## Given data
++++++

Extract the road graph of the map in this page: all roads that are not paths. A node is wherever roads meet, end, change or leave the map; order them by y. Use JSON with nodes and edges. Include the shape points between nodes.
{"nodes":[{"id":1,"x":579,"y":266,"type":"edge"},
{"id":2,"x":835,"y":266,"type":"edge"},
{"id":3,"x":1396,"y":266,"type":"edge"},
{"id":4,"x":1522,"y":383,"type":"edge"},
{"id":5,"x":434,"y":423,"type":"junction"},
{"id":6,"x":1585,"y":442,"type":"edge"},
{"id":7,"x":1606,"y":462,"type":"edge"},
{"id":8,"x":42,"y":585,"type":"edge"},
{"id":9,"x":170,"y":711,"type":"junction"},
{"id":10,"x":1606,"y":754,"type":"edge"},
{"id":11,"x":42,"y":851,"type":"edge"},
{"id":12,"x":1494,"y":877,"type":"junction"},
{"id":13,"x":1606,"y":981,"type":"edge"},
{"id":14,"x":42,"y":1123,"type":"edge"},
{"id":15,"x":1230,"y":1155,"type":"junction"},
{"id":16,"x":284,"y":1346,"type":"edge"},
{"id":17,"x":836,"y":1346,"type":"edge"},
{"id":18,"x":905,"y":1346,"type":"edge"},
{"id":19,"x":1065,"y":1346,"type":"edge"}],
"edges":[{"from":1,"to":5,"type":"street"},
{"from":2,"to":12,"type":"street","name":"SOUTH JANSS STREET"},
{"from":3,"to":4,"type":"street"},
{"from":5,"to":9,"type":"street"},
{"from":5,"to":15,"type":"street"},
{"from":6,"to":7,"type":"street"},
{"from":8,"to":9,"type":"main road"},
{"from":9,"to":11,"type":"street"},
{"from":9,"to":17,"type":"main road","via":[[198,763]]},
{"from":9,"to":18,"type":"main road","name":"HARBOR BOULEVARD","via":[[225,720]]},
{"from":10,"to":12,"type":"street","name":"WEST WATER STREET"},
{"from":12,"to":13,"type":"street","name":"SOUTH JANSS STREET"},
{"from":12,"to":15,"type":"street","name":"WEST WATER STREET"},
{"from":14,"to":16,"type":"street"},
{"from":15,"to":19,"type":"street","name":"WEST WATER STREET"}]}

++++++

## Task requirements
Reproduce the full listing exactly.

## Reply to the task
Extract the road graph of the map in this page: all roads that are not paths. A node is wherever roads meet, end, change or leave the map; order them by y. Use JSON with nodes and edges. Include the shape points between nodes.
{"nodes":[{"id":1,"x":579,"y":266,"type":"edge"},
{"id":2,"x":835,"y":266,"type":"edge"},
{"id":3,"x":1396,"y":266,"type":"edge"},
{"id":4,"x":1522,"y":383,"type":"edge"},
{"id":5,"x":434,"y":423,"type":"junction"},
{"id":6,"x":1585,"y":442,"type":"edge"},
{"id":7,"x":1606,"y":462,"type":"edge"},
{"id":8,"x":42,"y":585,"type":"edge"},
{"id":9,"x":170,"y":711,"type":"junction"},
{"id":10,"x":1606,"y":754,"type":"edge"},
{"id":11,"x":42,"y":851,"type":"edge"},
{"id":12,"x":1494,"y":877,"type":"junction"},
{"id":13,"x":1606,"y":981,"type":"edge"},
{"id":14,"x":42,"y":1123,"type":"edge"},
{"id":15,"x":1230,"y":1155,"type":"junction"},
{"id":16,"x":284,"y":1346,"type":"edge"},
{"id":17,"x":836,"y":1346,"type":"edge"},
{"id":18,"x":905,"y":1346,"type":"edge"},
{"id":19,"x":1065,"y":1346,"type":"edge"}],
"edges":[{"from":1,"to":5,"type":"street"},
{"from":2,"to":12,"type":"street","name":"SOUTH JANSS STREET"},
{"from":3,"to":4,"type":"street"},
{"from":5,"to":9,"type":"street"},
{"from":5,"to":15,"type":"street"},
{"from":6,"to":7,"type":"street"},
{"from":8,"to":9,"type":"main road"},
{"from":9,"to":11,"type":"street"},
{"from":9,"to":17,"type":"main road","via":[[198,763]]},
{"from":9,"to":18,"type":"main road","name":"HARBOR BOULEVARD","via":[[225,720]]},
{"from":10,"to":12,"type":"street","name":"WEST WATER STREET"},
{"from":12,"to":13,"type":"street","name":"SOUTH JANSS STREET"},
{"from":12,"to":15,"type":"street","name":"WEST WATER STREET"},
{"from":14,"to":16,"type":"street"},
{"from":15,"to":19,"type":"street","name":"WEST WATER STREET"}]}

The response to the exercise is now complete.